Task details: Give the number of lines in the records below that hold "points"; nothing else is needed.
+++ Source data +++
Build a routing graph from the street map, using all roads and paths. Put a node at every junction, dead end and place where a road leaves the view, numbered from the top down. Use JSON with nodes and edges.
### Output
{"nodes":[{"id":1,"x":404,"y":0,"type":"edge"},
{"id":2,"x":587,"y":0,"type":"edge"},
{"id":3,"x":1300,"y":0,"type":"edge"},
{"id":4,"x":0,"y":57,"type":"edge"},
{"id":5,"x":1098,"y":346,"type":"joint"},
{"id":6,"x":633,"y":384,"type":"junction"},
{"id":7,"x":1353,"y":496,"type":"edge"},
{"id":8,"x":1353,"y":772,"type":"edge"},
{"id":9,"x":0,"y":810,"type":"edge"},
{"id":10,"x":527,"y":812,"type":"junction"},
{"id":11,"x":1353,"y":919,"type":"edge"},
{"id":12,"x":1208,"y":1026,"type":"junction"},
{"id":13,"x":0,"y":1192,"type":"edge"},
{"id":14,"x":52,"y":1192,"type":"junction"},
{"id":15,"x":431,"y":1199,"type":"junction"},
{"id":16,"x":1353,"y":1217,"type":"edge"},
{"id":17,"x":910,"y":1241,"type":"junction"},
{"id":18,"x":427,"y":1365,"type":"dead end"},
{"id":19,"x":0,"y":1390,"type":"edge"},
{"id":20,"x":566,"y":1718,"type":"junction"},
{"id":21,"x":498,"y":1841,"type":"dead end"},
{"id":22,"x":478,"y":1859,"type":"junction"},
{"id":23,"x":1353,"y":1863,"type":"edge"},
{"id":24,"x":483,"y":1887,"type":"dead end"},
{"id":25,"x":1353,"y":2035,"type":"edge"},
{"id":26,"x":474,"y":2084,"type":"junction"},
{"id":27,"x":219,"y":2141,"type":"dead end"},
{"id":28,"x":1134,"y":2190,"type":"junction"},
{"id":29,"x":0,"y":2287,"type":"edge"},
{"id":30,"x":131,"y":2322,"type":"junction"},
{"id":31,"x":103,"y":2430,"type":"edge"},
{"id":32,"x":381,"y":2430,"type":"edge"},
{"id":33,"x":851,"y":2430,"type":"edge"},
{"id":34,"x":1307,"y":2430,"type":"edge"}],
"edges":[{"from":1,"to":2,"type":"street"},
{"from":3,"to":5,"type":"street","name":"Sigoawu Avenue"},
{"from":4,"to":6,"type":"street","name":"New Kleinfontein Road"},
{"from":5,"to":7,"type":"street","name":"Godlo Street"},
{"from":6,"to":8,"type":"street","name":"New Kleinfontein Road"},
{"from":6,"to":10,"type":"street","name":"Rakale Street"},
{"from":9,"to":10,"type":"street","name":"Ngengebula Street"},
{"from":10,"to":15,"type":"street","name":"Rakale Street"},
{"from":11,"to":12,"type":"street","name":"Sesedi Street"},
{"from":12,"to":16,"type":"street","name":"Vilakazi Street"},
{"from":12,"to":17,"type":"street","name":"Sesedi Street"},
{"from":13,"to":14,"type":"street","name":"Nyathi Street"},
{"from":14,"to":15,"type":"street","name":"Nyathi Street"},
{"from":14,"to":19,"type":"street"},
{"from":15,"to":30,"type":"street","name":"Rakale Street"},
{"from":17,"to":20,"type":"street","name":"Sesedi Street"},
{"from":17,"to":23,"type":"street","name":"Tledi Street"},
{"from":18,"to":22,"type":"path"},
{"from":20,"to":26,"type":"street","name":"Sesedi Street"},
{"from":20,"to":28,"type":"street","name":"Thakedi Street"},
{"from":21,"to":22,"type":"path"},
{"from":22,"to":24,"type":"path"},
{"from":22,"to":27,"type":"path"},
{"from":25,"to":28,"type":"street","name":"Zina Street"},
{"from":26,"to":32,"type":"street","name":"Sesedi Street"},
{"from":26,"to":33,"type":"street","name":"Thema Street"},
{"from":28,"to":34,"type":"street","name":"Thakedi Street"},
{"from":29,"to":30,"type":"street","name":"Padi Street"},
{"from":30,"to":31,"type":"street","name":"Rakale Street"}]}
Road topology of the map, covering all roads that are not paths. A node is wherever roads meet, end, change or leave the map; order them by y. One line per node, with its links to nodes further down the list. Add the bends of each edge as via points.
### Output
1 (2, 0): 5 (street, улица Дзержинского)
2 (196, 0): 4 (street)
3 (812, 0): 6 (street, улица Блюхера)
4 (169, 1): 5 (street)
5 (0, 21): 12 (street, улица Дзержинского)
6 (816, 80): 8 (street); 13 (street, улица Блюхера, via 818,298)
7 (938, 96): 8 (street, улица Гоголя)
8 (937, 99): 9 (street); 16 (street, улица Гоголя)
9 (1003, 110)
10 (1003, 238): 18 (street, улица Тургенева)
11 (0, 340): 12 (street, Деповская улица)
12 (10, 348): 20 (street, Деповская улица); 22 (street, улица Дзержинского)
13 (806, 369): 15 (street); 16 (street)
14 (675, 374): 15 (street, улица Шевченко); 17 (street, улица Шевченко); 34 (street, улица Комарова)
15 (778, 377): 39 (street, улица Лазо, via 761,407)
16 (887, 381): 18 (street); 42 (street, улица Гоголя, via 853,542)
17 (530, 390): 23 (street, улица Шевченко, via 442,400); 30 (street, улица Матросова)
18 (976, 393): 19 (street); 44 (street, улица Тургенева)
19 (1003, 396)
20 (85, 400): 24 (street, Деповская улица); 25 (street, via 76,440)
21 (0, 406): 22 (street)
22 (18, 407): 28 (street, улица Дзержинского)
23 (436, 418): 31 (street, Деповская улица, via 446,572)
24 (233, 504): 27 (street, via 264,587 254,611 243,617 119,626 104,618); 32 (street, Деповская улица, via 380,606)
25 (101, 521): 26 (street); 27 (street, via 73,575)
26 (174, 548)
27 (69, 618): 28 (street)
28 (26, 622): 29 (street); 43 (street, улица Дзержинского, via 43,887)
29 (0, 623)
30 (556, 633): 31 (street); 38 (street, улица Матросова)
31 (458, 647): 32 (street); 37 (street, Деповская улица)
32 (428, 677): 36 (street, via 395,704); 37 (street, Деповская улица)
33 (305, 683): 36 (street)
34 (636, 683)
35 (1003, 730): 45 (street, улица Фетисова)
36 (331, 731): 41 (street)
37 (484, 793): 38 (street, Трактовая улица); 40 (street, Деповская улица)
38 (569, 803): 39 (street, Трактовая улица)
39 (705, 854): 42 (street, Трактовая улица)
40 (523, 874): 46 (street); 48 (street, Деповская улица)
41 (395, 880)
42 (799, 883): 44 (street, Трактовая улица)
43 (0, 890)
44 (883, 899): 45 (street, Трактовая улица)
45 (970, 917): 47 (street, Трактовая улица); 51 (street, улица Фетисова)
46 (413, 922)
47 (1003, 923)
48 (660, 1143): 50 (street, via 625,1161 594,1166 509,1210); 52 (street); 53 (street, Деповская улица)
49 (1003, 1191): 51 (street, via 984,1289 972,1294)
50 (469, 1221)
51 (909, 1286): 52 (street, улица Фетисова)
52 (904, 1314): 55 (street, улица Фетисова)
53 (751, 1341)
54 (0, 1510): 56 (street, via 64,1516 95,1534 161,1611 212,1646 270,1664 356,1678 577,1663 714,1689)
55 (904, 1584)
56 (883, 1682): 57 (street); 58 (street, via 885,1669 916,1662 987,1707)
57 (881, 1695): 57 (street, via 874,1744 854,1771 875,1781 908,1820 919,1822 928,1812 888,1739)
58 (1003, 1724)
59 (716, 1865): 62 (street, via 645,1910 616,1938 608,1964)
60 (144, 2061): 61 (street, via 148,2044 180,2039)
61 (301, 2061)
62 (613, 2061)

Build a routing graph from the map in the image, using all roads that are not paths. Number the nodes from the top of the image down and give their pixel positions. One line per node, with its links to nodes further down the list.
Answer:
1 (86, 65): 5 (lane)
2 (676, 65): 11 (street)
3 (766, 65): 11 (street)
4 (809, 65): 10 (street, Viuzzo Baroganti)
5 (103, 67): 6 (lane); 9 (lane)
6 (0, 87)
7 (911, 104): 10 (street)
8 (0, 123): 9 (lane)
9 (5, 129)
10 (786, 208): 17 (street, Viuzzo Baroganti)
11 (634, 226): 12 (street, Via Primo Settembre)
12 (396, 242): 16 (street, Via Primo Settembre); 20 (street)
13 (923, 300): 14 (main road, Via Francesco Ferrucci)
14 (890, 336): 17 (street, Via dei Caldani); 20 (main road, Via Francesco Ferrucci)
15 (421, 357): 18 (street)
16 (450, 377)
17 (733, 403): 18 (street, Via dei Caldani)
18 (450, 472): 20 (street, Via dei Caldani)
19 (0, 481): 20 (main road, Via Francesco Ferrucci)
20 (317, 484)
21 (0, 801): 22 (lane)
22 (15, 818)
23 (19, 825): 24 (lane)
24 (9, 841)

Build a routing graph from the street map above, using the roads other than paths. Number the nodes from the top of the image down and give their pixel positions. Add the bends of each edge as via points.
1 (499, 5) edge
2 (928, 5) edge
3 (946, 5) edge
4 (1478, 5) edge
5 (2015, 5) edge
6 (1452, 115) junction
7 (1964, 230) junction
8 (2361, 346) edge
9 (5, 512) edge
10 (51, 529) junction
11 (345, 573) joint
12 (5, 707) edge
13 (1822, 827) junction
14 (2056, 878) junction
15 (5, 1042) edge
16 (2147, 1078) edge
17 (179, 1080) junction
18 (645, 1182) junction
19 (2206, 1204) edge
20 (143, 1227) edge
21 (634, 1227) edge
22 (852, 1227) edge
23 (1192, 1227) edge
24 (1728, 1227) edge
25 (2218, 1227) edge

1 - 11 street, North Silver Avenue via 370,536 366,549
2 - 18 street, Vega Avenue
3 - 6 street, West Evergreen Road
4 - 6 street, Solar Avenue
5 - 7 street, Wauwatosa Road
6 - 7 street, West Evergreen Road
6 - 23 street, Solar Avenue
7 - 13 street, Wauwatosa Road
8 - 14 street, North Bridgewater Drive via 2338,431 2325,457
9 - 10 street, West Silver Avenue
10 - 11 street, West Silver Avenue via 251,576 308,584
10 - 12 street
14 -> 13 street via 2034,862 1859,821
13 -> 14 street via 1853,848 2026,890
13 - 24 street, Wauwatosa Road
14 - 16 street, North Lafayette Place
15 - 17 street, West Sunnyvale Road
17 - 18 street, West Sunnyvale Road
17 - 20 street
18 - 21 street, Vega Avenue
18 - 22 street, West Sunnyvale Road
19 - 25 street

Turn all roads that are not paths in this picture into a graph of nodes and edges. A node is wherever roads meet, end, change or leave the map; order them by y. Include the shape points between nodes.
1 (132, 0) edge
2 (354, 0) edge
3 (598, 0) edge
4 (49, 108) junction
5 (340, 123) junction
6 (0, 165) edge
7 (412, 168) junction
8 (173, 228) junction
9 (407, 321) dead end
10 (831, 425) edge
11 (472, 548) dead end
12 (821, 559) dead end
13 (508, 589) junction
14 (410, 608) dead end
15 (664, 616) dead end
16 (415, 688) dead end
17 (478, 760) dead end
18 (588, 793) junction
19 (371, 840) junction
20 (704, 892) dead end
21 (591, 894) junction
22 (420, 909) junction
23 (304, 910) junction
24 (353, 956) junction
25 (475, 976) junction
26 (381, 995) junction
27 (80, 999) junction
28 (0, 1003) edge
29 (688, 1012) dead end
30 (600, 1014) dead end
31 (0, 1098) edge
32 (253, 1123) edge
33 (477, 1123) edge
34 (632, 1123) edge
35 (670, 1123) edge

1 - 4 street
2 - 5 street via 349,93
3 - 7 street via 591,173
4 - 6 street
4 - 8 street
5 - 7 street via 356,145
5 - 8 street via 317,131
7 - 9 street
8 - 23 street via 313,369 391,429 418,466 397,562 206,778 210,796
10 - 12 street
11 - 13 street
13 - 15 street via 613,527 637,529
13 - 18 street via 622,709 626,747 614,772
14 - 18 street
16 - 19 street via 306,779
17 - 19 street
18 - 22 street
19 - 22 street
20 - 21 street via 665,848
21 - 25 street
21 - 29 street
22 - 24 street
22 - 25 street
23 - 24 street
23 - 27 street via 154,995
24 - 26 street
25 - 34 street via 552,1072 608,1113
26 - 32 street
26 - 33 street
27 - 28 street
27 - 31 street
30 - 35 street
+++
Exercise answer: 3